Global Health Under Trump
Air Date: Week of January 30, 2026
Seed Global Health educator Chisomo Kumwenda (right) demonstrating neonatal resuscitation to midwifery students in the skills lab at School of Midwifery Bo, Sierra Leone. (Photo: Courtesy of Seed Global Health)
The current Trump administration has in its first year cut off the World Health Organization, dismantled the United States Agency for International Development or USAID, and overhauled vaccination recommendations, just to name a few decisions impacting health. Physician and Harvard public health professor Vanessa Kerry is also WHO Special Envoy for Climate Change and Health. She talks with Host Steve Curwood about the lives that could be lost as the US retreats from global health.
Transcript
DOERING: It’s Living on Earth, I’m Jenni Doering.
CURWOOD: And I’m Steve Curwood.
From its very first days the current Trump administration began to drastically remake how the United States interacts with the rest of the world, especially when it comes to health. The United States Agency for International Development or USAID was quickly dismantled as it fired or laid off aid workers around the globe and abruptly ended lifesaving efforts to fight famine and HIV. And just as the Trump White House has severed ties with global organizations that address the climate emergency and its related health issues, the US has cut off the World Health Organization, a move that critics say could weaken pandemic surveillance efforts. Today, we continue our conversation with Vanessa Kerry, who was on the program last time discussing air pollution and climate change. She is a physician who teaches public health at Harvard and co-founder of Seed Global Health, which works in underserved parts of Africa. She is also WHO Special Envoy for Climate Change and Health. Dr. Kerry, welcome back to Living on Earth!
VANESSA KERRY: Thank you so much. I'm really honored to be here with you.
CURWOOD: Some would say that the global health landscape has changed as a result of the Trump administration's actions.
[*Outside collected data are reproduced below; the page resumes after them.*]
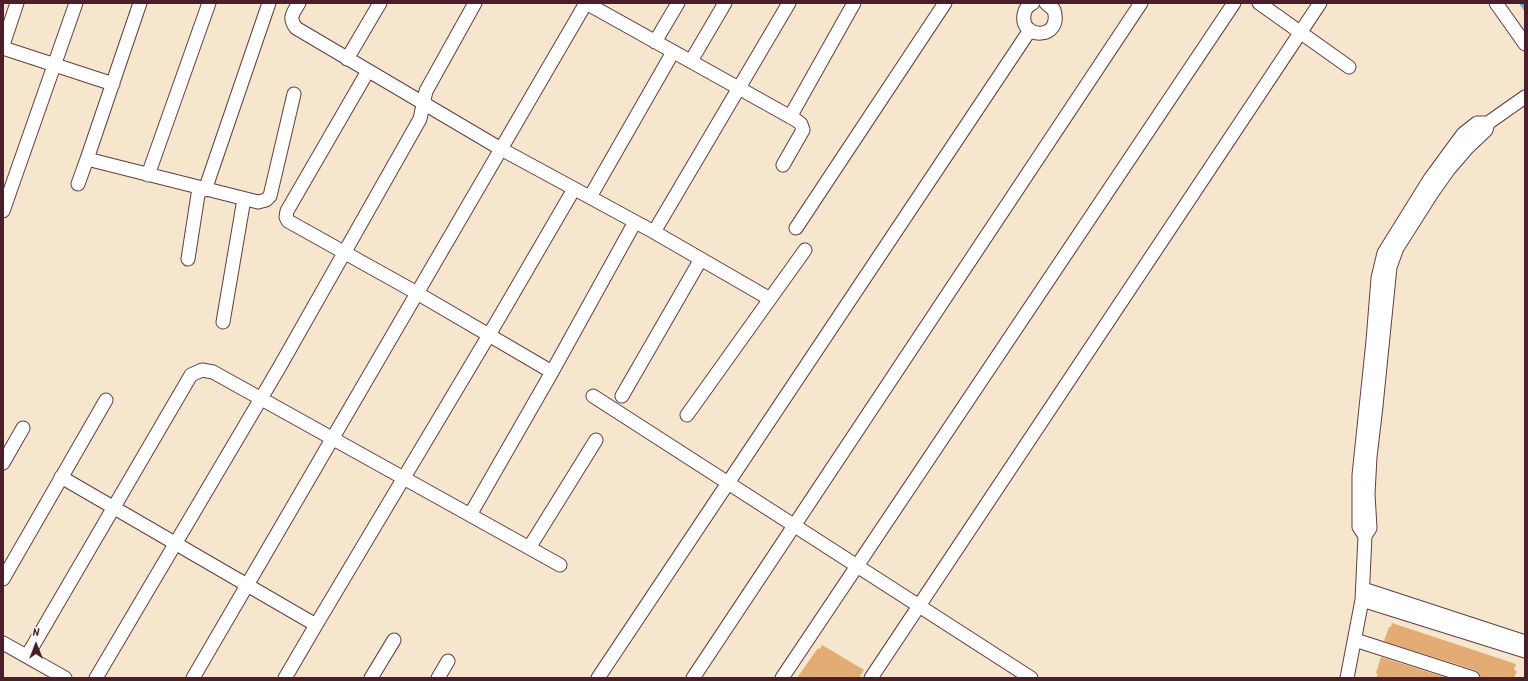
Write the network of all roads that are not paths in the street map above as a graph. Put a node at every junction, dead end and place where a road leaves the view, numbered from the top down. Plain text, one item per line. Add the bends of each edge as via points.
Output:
1 (17, 3) edge
2 (76, 3) edge
3 (140, 3) edge
4 (209, 3) edge
5 (269, 3) edge
6 (299, 3) edge
7 (380, 3) edge
8 (475, 3) edge
9 (586, 3) edge
10 (678, 3) edge
11 (725, 3) edge
12 (790, 3) edge
13 (854, 3) edge
14 (945, 3) edge
15 (1046, 3) edge
16 (1141, 3) edge
17 (1234, 3) edge
18 (1259, 3) edge
19 (1320, 3) edge
20 (1496, 3) edge
21 (1027, 5) edge
22 (1030, 30) junction
23 (1301, 33) junction
24 (655, 42) junction
25 (3, 44) edge
26 (1525, 44) edge
27 (3, 48) edge
28 (673, 52) junction
29 (347, 59) junction
30 (691, 61) junction
31 (55, 65) junction
32 (1349, 67) dead end
33 (368, 71) junction
34 (113, 84) junction
35 (740, 88) junction
36 (294, 94) dead end
37 (1525, 97) edge
38 (424, 102) junction
39 (790, 117) junction
40 (501, 149) junction
41 (87, 159) junction
42 (783, 165) dead end
43 (148, 175) junction
44 (78, 184) dead end
45 (202, 189) junction
46 (574, 189) junction
47 (590, 197) junction
48 (244, 199) junction
49 (3, 211) edge
50 (635, 222) junction
51 (796, 228) dead end
52 (654, 232) junction
53 (805, 250) dead end
54 (343, 252) junction
55 (188, 259) dead end
56 (700, 259) junction
57 (417, 293) junction
58 (770, 298) junction
59 (223, 322) dead end
60 (489, 336) junction
61 (552, 372) junction
62 (593, 396) dead end
63 (622, 396) dead end
64 (260, 399) junction
65 (106, 400) dead end
66 (687, 415) dead end
67 (23, 428) dead end
68 (332, 439) junction
69 (596, 440) dead end
70 (3, 463) edge
71 (61, 477) junction
72 (404, 479) junction
73 (729, 482) junction
74 (113, 508) junction
75 (470, 515) junction
76 (794, 526) junction
77 (176, 544) junction
78 (529, 548) junction
79 (560, 565) dead end
80 (857, 566) junction
81 (3, 579) edge
82 (247, 586) junction
83 (1363, 594) junction
84 (919, 606) junction
85 (316, 625) junction
86 (394, 640) dead end
87 (1355, 640) junction
88 (1525, 642) edge
89 (3, 643) edge
90 (1525, 651) edge
91 (26, 656) junction
92 (448, 661) dead end
93 (50, 674) edge
94 (65, 678) edge
95 (96, 678) edge
96 (193, 678) edge
97 (285, 678) edge
98 (371, 678) edge
99 (438, 678) edge
100 (598, 678) edge
101 (693, 678) edge
102 (782, 678) edge
103 (871, 678) edge
104 (1031, 678) edge
105 (1347, 678) edge
106 (1473, 678) edge

1 - 25 street
2 - 31 street
3 - 34 street
4 - 43 street
5 - 45 street
6 - 29 street via 292,15 292,23 296,28
7 - 29 street
8 - 38 street via 426,91
9 - 24 street
9 - 40 street
10 - 24 street
11 - 30 street
12 - 35 street
13 - 39 street
14 - 51 street
15 - 22 street via 1054,10 1053,26 1045,33 1039,34
16 - 76 street
17 - 80 street
18 - 23 street
19 - 23 street
20 - 26 street
21 - 22 street via 1024,22
22 - 73 street
23 - 32 street
23 - 84 street
24 - 28 street
27 - 31 street
28 - 30 street
28 - 47 street
29 - 33 street
30 - 35 street
31 - 34 street
31 - 49 street
33 - 38 street
33 - 54 street via 287,210 286,217 288,221
34 - 41 street
35 - 39 street
35 - 52 street
36 - 48 street via 270,196 258,202
37 - 83 street via 1488,123 1486,130 1462,154 1432,193 1397,248 1390,267 1370,456 1370,528 1365,536
38 - 40 street
38 - 54 street via 420,118
39 - 42 street via 801,124 803,130
40 - 46 street
40 - 57 street
41 - 43 street
41 - 44 street
43 - 45 street
45 - 48 street
45 - 55 street
46 - 47 street
46 - 60 street
47 - 50 street
48 - 59 street
50 - 52 street
50 - 61 street
52 - 56 street
53 - 58 street
54 - 57 street
54 - 64 street
56 - 58 street
56 - 63 street
57 - 60 street
57 - 68 street
58 - 66 street
60 - 61 street
60 - 72 street
61 - 75 street
62 - 73 street
64 - 68 street
64 - 74 street via 213,372 202,370 191,375
64 - 77 street
65 - 71 street
67 - 70 street
68 - 72 street
68 - 82 street
69 - 78 street
71 - 74 street
71 - 81 street
72 - 75 street
72 - 85 street
73 - 76 street
73 - 100 street
74 - 77 street
74 - 91 street
75 - 78 street
76 - 80 street
76 - 101 street
77 - 82 street
77 - 95 street
78 - 79 street
80 - 84 street
80 - 102 street
82 - 85 street
82 - 96 street
83 - 87 street
83 - 88 street
83 - 90 street
84 - 103 street
84 - 104 street
85 - 97 street
86 - 98 street
87 - 105 street
87 - 106 street
89 - 91 street
91 - 93 street
92 - 99 street
93 - 94 street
KERRY: “Some would say?” I think that's an undeniable fact now.
CURWOOD: So I mean, internationally, we're looking at the ending of foreign aid. Let's talk about that for a moment. It's a year after we, we shut down.
KERRY: It's not quite a year. We're at 51 weeks. Who's counting?
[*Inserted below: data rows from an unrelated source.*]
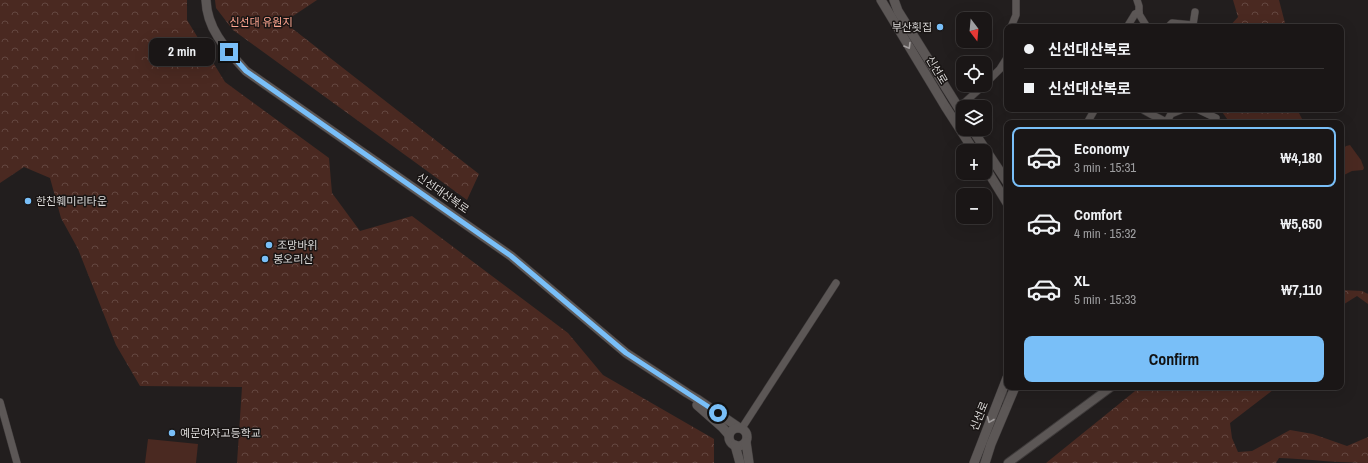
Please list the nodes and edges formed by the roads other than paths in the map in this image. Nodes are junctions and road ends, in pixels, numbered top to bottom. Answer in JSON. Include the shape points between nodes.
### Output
{"nodes":[{"id":1,"x":206,"y":0,"type":"edge"},
{"id":2,"x":881,"y":0,"type":"edge"},
{"id":3,"x":894,"y":0,"type":"edge"},
{"id":4,"x":1016,"y":0,"type":"edge"},
{"id":5,"x":1137,"y":0,"type":"edge"},
{"id":6,"x":1139,"y":12,"type":"junction"},
{"id":7,"x":1195,"y":12,"type":"dead end"},
{"id":8,"x":1012,"y":24,"type":"edge"},
{"id":9,"x":1129,"y":24,"type":"edge"},
{"id":10,"x":1145,"y":24,"type":"edge"},
{"id":11,"x":1192,"y":24,"type":"edge"},
{"id":12,"x":1004,"y":63,"type":"edge"},
{"id":13,"x":992,"y":78,"type":"edge"},
{"id":14,"x":977,"y":92,"type":"edge"},
{"id":15,"x":967,"y":100,"type":"edge"},
{"id":16,"x":956,"y":103,"type":"edge"},
{"id":17,"x":1146,"y":112,"type":"edge"},
{"id":18,"x":1176,"y":112,"type":"edge"},
{"id":19,"x":1203,"y":112,"type":"edge"},
{"id":20,"x":1216,"y":118,"type":"dead end"},
{"id":21,"x":1162,"y":120,"type":"edge"},
{"id":22,"x":1168,"y":120,"type":"edge"},
{"id":23,"x":977,"y":136,"type":"edge"},
{"id":24,"x":969,"y":144,"type":"edge"},
{"id":25,"x":1004,"y":172,"type":"edge"},
{"id":26,"x":992,"y":178,"type":"edge"},
{"id":27,"x":1004,"y":198,"type":"edge"},
{"id":28,"x":836,"y":283,"type":"dead end"},
{"id":29,"x":1004,"y":386,"type":"edge"},
{"id":30,"x":1014,"y":390,"type":"edge"},
{"id":31,"x":1107,"y":390,"type":"edge"},
{"id":32,"x":687,"y":394,"type":"junction"},
{"id":33,"x":0,"y":402,"type":"edge"},
{"id":34,"x":740,"y":428,"type":"junction"},
{"id":35,"x":729,"y":435,"type":"junction"},
{"id":36,"x":746,"y":442,"type":"junction"},
{"id":37,"x":735,"y":445,"type":"junction"},
{"id":38,"x":18,"y":463,"type":"edge"},
{"id":39,"x":740,"y":463,"type":"edge"},
{"id":40,"x":748,"y":463,"type":"edge"},
{"id":41,"x":974,"y":463,"type":"edge"},
{"id":42,"x":985,"y":463,"type":"edge"},
{"id":43,"x":1008,"y":463,"type":"edge"}],
"edges":[{"from":1,"to":32,"type":"main road","name":"신선대산복로","via":[[212,28],[246,71],[511,256],[626,353]]},
{"from":2,"to":24,"type":"main road","name":"신선로","one_way":true},
{"from":3,"to":16,"type":"main road","name":"신선로","via":[[898,11]]},
{"from":4,"to":8,"type":"street","via":[[1016,15]]},
{"from":5,"to":6,"type":"street"},
{"from":6,"to":9,"type":"street"},
{"from":6,"to":10,"type":"street"},
{"from":7,"to":11,"type":"street"},
{"from":12,"to":13,"type":"street"},
{"from":14,"to":15,"type":"street"},
{"from":17,"to":21,"type":"street"},
{"from":18,"to":22,"type":"street"},
{"from":19,"to":20,"type":"street"},
{"from":23,"to":25,"type":"main road"},
{"from":26,"to":27,"type":"main road"},
{"from":28,"to":34,"type":"street"},
{"from":29,"to":41,"type":"main road","name":"신선로","one_way":true},
{"from":30,"to":42,"type":"main road","name":"신선로"},
{"from":31,"to":43,"type":"street"},
{"from":32,"to":34,"type":"main road","name":"신선대산복로","via":[[697,398]]},
{"from":32,"to":35,"type":"main road","name":"신선대산복로"},
{"from":33,"to":38,"type":"street"},
{"from":34,"to":35,"type":"main road","via":[[731,431]]},
{"from":34,"to":36,"type":"main road","via":[[748,434]]},
{"from":35,"to":37,"type":"main road","name":"신선대산복로"},
{"from":36,"to":37,"type":"main road","via":[[739,446]]},
{"from":36,"to":40,"type":"main road"},
{"from":37,"to":39,"type":"main road","name":"신선대산복로"}]}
CURWOOD: So, what's your assessment after this approximately a year?
KERRY: No, sorry, I'm teasing, because it's been a long year in the global health sphere, and you're 100 percent right. It's been a year that has been extraordinarily tumultuous, profoundly damaging, but is not without hope or opportunity. Almost a year ago, the U.S. administration decided to pull out from the WHO and essentially cut off U.S. funding for global health, and that meant that almost half of the external health aid to countries in the Global South and elsewhere that relied on that aid disappeared, and it was followed by other countries that subsequently cut their aid as well. So it created a bit of a cascade effect. Number one, what it does is it is killing people. There are an estimated 14 million people that are going to die directly from these results. We know that it is going to disrupt and dismantle health system delivery, because the U.S. did provide a certain series of services that were critically important.
CURWOOD: Excuse me for just, did I hear you say 14 million people are dying from cutting what USAID used to do in terms of helping health around the world? I just want to be sure that my ears are working.
Boxes of the personal items of USAID employees in February 2025, soon after the Trump administration began dismantling the organization. A study published in The Lancet estimates that over 14 million people are projected to die by 2030 because of the end of USAID. (Photo: Ted Eytan, Flickr, CC BY-SA 2.0)
KERRY: Yeah, the estimation of the trackers and the models were that 14.5 million people would die from this. And we have heard that in our partner countries, where Seed Global Health works, is that there has definitely been a lack of services in places where people are coming in and more extremists, people are dying, that there were services completely cut off. We know that rates of HIV are going to go back up, which also means that beyond just the devastation of delivery systems, you're also seeing progress lost. We have poured billions of dollars into ending a historic pandemic of HIV over the years, and we were on the cusp of extraordinary progress, and all of that has been threatened and dismantled, which means the billions we've spent will have been wasted, and while we have had to learn a lot of lessons along the way, it is counterintuitive to cut things off at the knees in the way they are, the way this has been done has been profoundly destructive and in lives, in systems and very disheartening. We're very privileged that the Ministries of Health and ministries of health and ministries of finance and heads of state in the countries where Seed works, which are in Sub-Saharan Africa, are very committed, actually, to thinking through, how do we take the limited resources we have and build strong, resilient health systems that can stand up for pandemic preparedness, that can manage climate resilience, that can still deliver babies? And we've actually seen through our own work, that with smart investment that meets the requests and the needs of the countries and goes behind country priorities, you actually can be transformative to lives saved. So in Sierra Leone, year and a half of education and training of health workers and really working with the government to advocate for blood in the blood bank, over 60 percent drop in mortality in the districts where we work. In Malawi, where we have helped support the government's goal for midwifery-led maternal ward, zero deaths, zero maternal deaths in over two years. So these are possible with smart investments, but these are the same health workers that can pivot and manage cholera if there's a cholera outbreak, or who are managing hypertension and strokes and they're on the front line of triage and emergency services. There are smart investments that we can do that are actually leapfrog the ability to close some of these healthcare gaps.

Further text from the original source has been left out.